▶ _EXERCISE INPUTS_
------------------------------
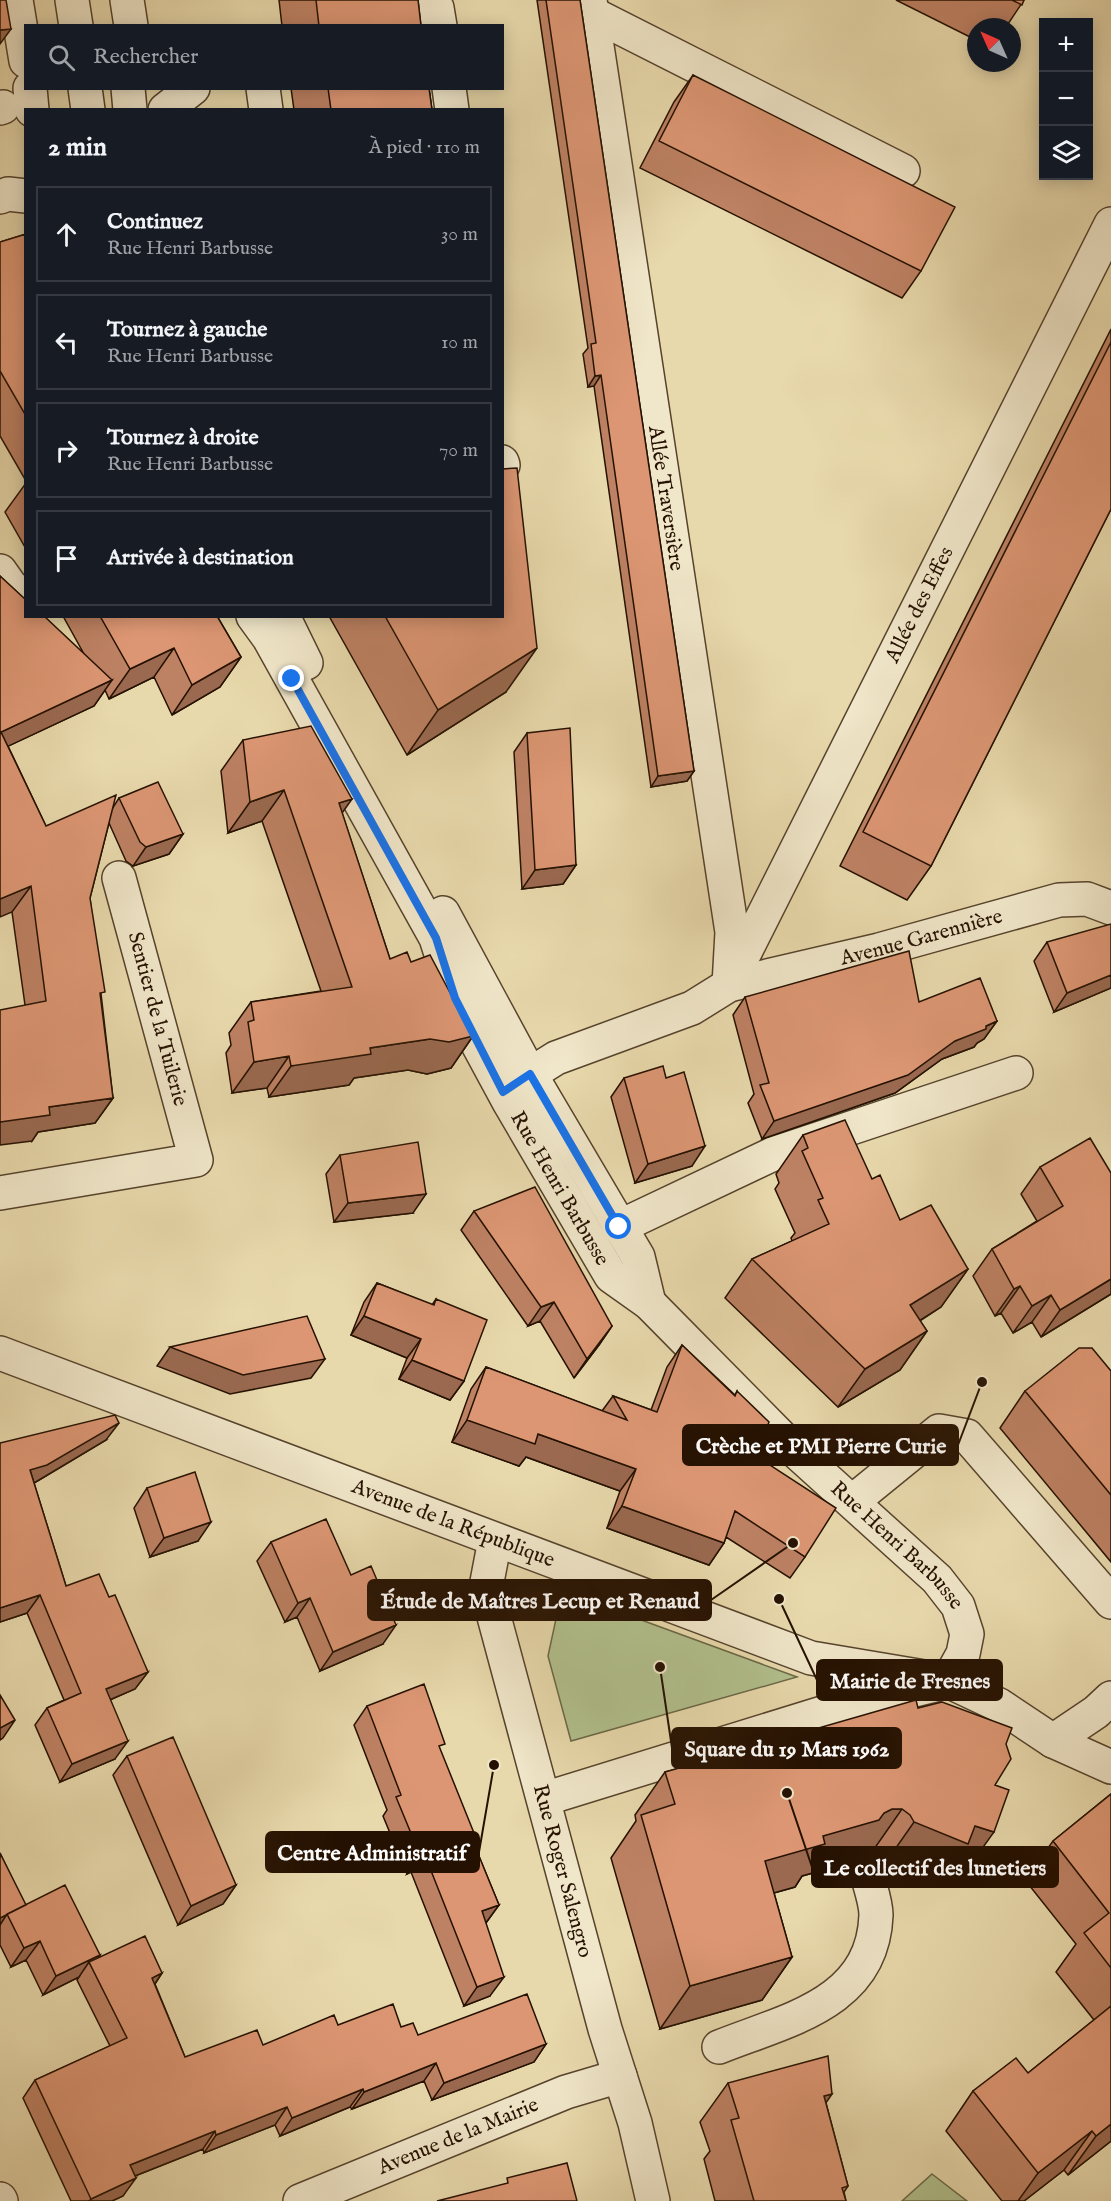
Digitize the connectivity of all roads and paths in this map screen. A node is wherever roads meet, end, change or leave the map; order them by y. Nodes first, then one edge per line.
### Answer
1 (16, 0) edge
2 (72, 0) edge
3 (105, 0) edge
4 (127, 0) edge
5 (591, 6) edge
6 (76, 24) edge
7 (109, 24) edge
8 (131, 24) edge
9 (309, 24) edge
10 (440, 24) edge
11 (24, 49) edge
12 (28, 90) edge
13 (86, 90) edge
14 (128, 90) edge
15 (190, 90) edge
16 (263, 90) edge
17 (449, 90) edge
18 (12, 108) edge
19 (88, 108) edge
20 (130, 108) edge
21 (168, 108) edge
22 (266, 108) edge
23 (452, 108) edge
24 (903, 171) dead end
25 (24, 196) edge
26 (0, 197) edge
27 (1111, 224) edge
28 (0, 571) edge
29 (24, 594) edge
30 (254, 618) edge
31 (285, 618) edge
32 (118, 878) dead end
33 (1111, 908) edge
34 (729, 985) junction
35 (1016, 1073) dead end
36 (516, 1083) junction
37 (0, 1193) edge
38 (619, 1227) junction
39 (649, 1303) junction
40 (0, 1353) edge
41 (853, 1501) junction
42 (495, 1540) junction
43 (1111, 1602) edge
44 (948, 1681) junction
45 (1111, 1698) edge
46 (1053, 1741) junction
47 (1111, 1767) edge
48 (544, 1799) junction
49 (866, 1870) edge
50 (720, 2047) dead end
51 (620, 2076) junction
52 (300, 2201) edge
53 (653, 2201) edge

1 - 11 street
2 - 6 street
3 - 7 street
4 - 8 street
5 - 24 street, Allée Traversière
5 - 34 street, Allée Traversière
9 - 10 street
12 - 18 street
13 - 19 street
14 - 20 street
15 - 21 street
16 - 22 street
17 - 23 street
25 - 26 street
27 - 34 street, Allée des Effes
28 - 29 street
30 - 36 street, Rue Henri Barbusse
31 - 36 street, Rue Henri Barbusse
32 - 37 street, Sentier de la Tuilerie
33 - 34 street, Avenue Garennière
34 - 36 street
35 - 38 street, Rue Henri Barbusse
36 - 38 street, Rue Henri Barbusse
36 - 39 street, Rue Henri Barbusse
38 - 39 street, Rue Henri Barbusse
39 - 41 street, Rue Henri Barbusse
40 - 42 street, Avenue de la République
41 - 43 street
41 - 44 street, Rue Henri Barbusse
42 - 44 street, Avenue de la République
42 - 48 street, Rue Roger Salengro
44 - 46 street, Avenue de la République
44 - 48 street
45 - 46 street
46 - 47 street, Avenue de la République
48 - 51 street, Rue Roger Salengro
49 - 50 street
51 - 52 street, Avenue de la Mairie
51 - 53 street, Rue Roger Salengro

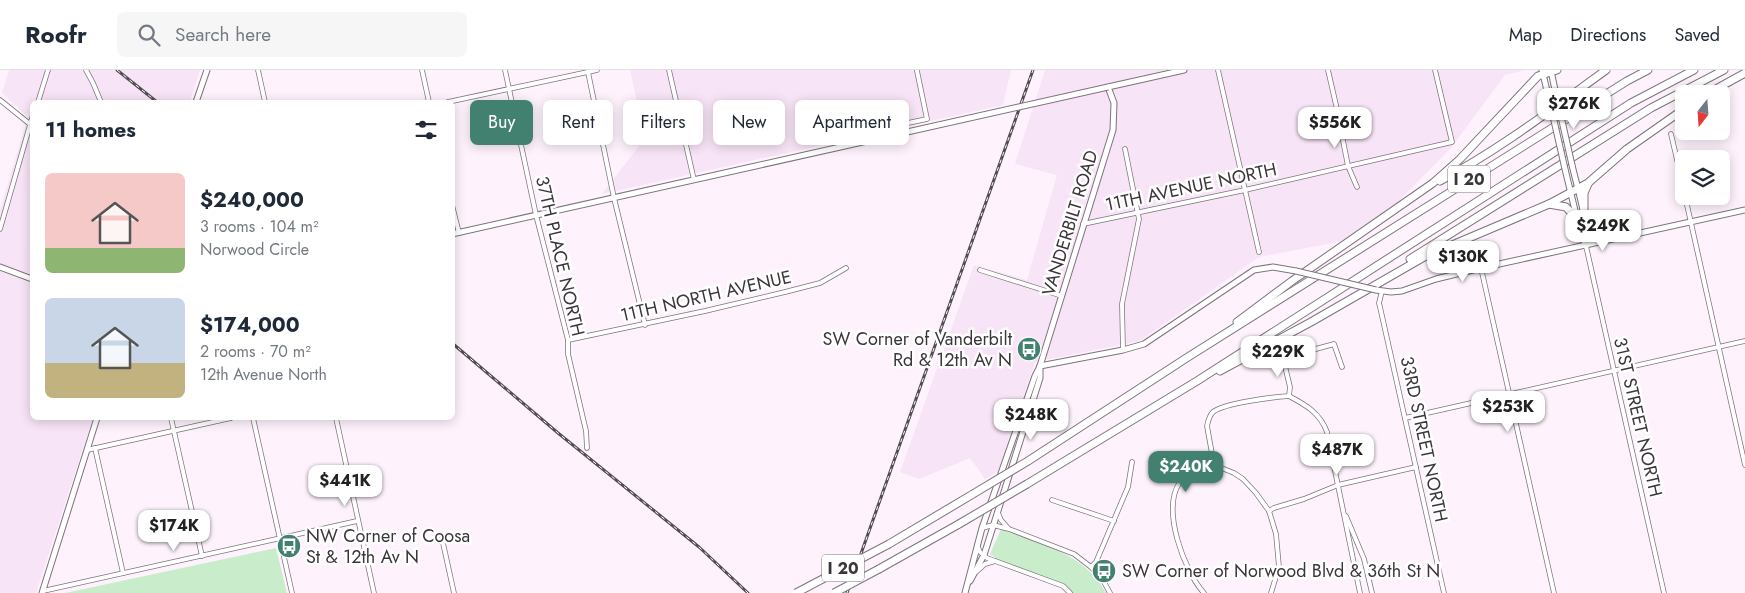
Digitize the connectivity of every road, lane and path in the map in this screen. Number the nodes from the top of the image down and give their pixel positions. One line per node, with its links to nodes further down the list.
1 (48, 70): 26 (street)
2 (86, 70): 27 (street)
3 (207, 70): 28 (street)
4 (258, 70): 29 (street)
5 (422, 70): 30 (street)
6 (505, 70): 24 (street, 37TH PLACE NORTH)
7 (597, 70): 19 (street)
8 (669, 70): 41 (street)
9 (1184, 70): 23 (street)
10 (1218, 70): 44 (street)
11 (1328, 70): 40 (street)
12 (1435, 70): 40 (street, 11TH AVENUE NORTH)
13 (1606, 70): 46 (highway)
14 (1648, 70): 75 (highway, I 20)
15 (1694, 70): 79 (highway, I 20)
16 (1724, 70): 69 (highway)
17 (916, 71): 33 (street)
18 (1553, 71): 20 (highway); 45 (street, 31ST STREET NORTH, bridge)
19 (588, 72): 24 (street); 47 (street)
20 (1542, 72): 45 (street, 31ST STREET NORTH, bridge); 46 (highway)
21 (1745, 73): 22 (highway)
22 (1724, 85)
23 (1108, 87): 35 (street, bridge); 56 (street, VANDERBILT ROAD)
24 (509, 89): 31 (street); 52 (street, 37TH PLACE NORTH)
25 (0, 100): 34 (street)
26 (39, 100)
27 (99, 100)
28 (197, 100)
29 (265, 100)
30 (429, 100)
31 (455, 101)
32 (1675, 115): 42 (highway)
33 (909, 123)
34 (30, 125): 57 (street)
35 (909, 132)
36 (1671, 134): 39 (street)
37 (850, 145): 41 (street)
38 (1125, 150): 51 (street)
39 (1675, 151)
40 (1348, 166): 43 (street); 44 (street, 11TH AVENUE NORTH)
41 (694, 180): 47 (street)
42 (1588, 183): 45 (highway); 53 (highway)
43 (1357, 187)
44 (1245, 190): 51 (street, 11TH AVENUE NORTH); 61 (street)
45 (1574, 191): 48 (highway); 53 (street, 31ST STREET NORTH)
46 (1421, 192): 75 (highway)
47 (614, 198): 52 (street); 70 (street)
48 (1548, 204): 53 (highway); 69 (highway)
49 (1687, 205): 55 (street)
50 (1745, 210): 55 (street)
51 (1138, 212): 56 (street, 11TH AVENUE NORTH); 74 (street)
52 (536, 215): 58 (street); 71 (street, 37TH PLACE NORTH)
53 (1580, 216): 60 (street, 31ST STREET NORTH)
54 (455, 217): 58 (street)
55 (1691, 222): 60 (street); 73 (street)
56 (1083, 224): 68 (street, VANDERBILT ROAD)
57 (0, 229)
58 (459, 233): 59 (street)
59 (455, 234)
60 (1586, 246): 64 (street); 78 (street, 31ST STREET NORTH)
61 (1259, 252)
62 (0, 267): 66 (street)
63 (846, 268): 70 (street, 11TH NORTH AVENUE)
64 (1481, 268): 67 (street); 80 (street)
65 (980, 270): 68 (street)
66 (30, 278)
67 (1379, 291): 74 (street, bridge); 82 (street, 33RD STREET NORTH)
68 (1062, 296): 76 (street, VANDERBILT ROAD)
69 (1319, 317): 79 (highway)
70 (645, 324): 71 (street, 11TH NORTH AVENUE)
71 (568, 340): 90 (street, 37TH PLACE NORTH)
72 (1745, 341): 73 (street)
73 (1719, 347): 78 (street); 94 (street)
74 (1123, 350): 76 (street)
75 (1188, 357): 122 (highway, I 20, bridge)
76 (1040, 366): 98 (street, VANDERBILT ROAD); 104 (street, VANDERBILT ROAD)
77 (1342, 368): 81 (street)
78 (1614, 371): 80 (street); 133 (street, 31ST STREET NORTH)
79 (1197, 381): 123 (highway, I 20, bridge)
80 (1509, 394): 82 (street); 132 (street)
81 (1289, 396): 93 (street); 96 (street)
82 (1405, 418): 95 (street, 33RD STREET NORTH)
83 (96, 420): 91 (street)
84 (172, 420): 88 (street)
85 (222, 420): 88 (street)
86 (253, 420): 107 (street)
87 (336, 420): 101 (street)
88 (174, 430): 89 (street); 110 (street)
89 (95, 448): 91 (street); 113 (street)
90 (587, 448)
91 (87, 450): 117 (street)
92 (1132, 462): 102 (street)
93 (1214, 464): 99 (street); 127 (street)
94 (1745, 465)
95 (1416, 468): 96 (street); 131 (street, 33RD STREET NORTH)
96 (1338, 485): 99 (street); 100 (street)
97 (1052, 500): 102 (street)
98 (998, 511): 103 (street, VANDERBILT ROAD); 105 (street)
99 (1269, 511): 128 (street)
100 (1344, 511): 129 (street); 130 (street)
101 (357, 521): 107 (street); 120 (street)
102 (1114, 521): 112 (street)
103 (994, 525): 104 (street); 105 (street); 109 (street, VANDERBILT ROAD)
104 (982, 528): 108 (street, VANDERBILT ROAD)
105 (1009, 529): 112 (street)
106 (441, 534): 121 (street)
107 (280, 538): 110 (street); 119 (street)
108 (977, 545): 109 (street); 116 (street, VANDERBILT ROAD)
109 (984, 555): 111 (street); 114 (street, VANDERBILT ROAD)
110 (202, 556): 113 (street)
111 (995, 561): 114 (street); 125 (street)
112 (1091, 567): 126 (street)
113 (123, 573): 115 (street)
114 (974, 574): 116 (street, VANDERBILT ROAD)
115 (66, 586): 117 (street); 118 (street)
116 (967, 586): 124 (street, VANDERBILT ROAD)
117 (43, 592)
118 (67, 593)
119 (292, 593)
120 (374, 593)
121 (454, 593)
122 (796, 593)
123 (834, 593)
124 (965, 593)
125 (1070, 593)
126 (1110, 593)
127 (1204, 593)
128 (1271, 593)
129 (1360, 593)
130 (1372, 593)
131 (1444, 593)
132 (1554, 593)
133 (1664, 593)

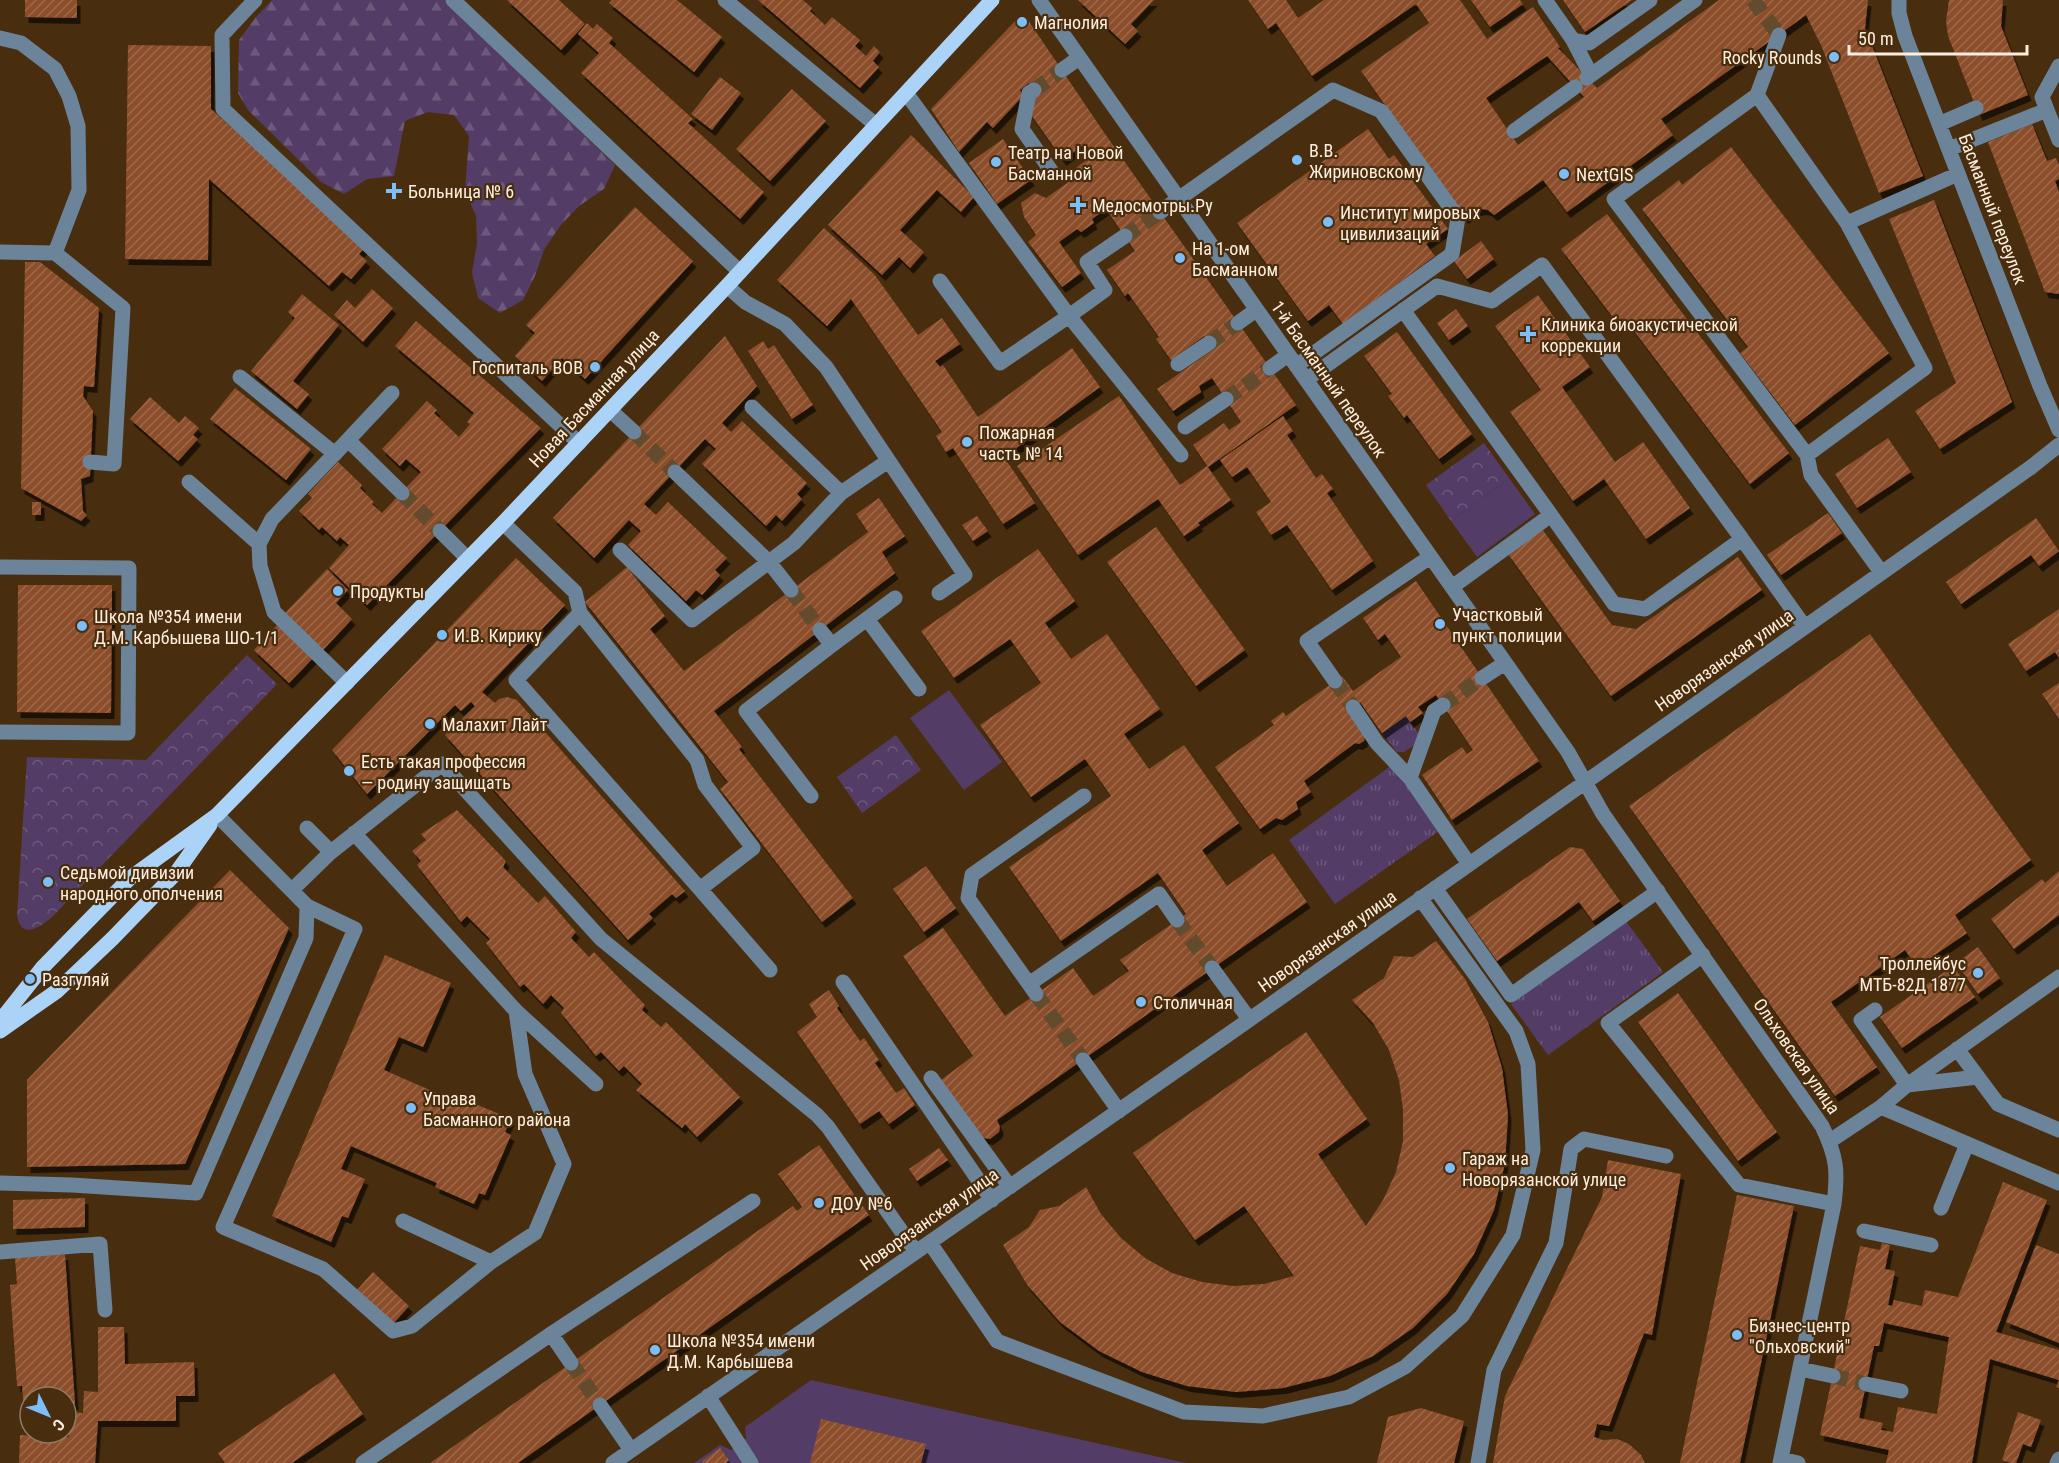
------------------------------
▶ _WHAT YOU NEED TO DO_
Which lines above include the word "Barbusse"? Return each one.

▶ _TASK OUTPUT_
30 - 36 street, Rue Henri Barbusse
31 - 36 street, Rue Henri Barbusse
35 - 38 street, Rue Henri Barbusse
36 - 38 street, Rue Henri Barbusse
36 - 39 street, Rue Henri Barbusse
38 - 39 street, Rue Henri Barbusse
39 - 41 street, Rue Henri Barbusse
41 - 44 street, Rue Henri Barbusse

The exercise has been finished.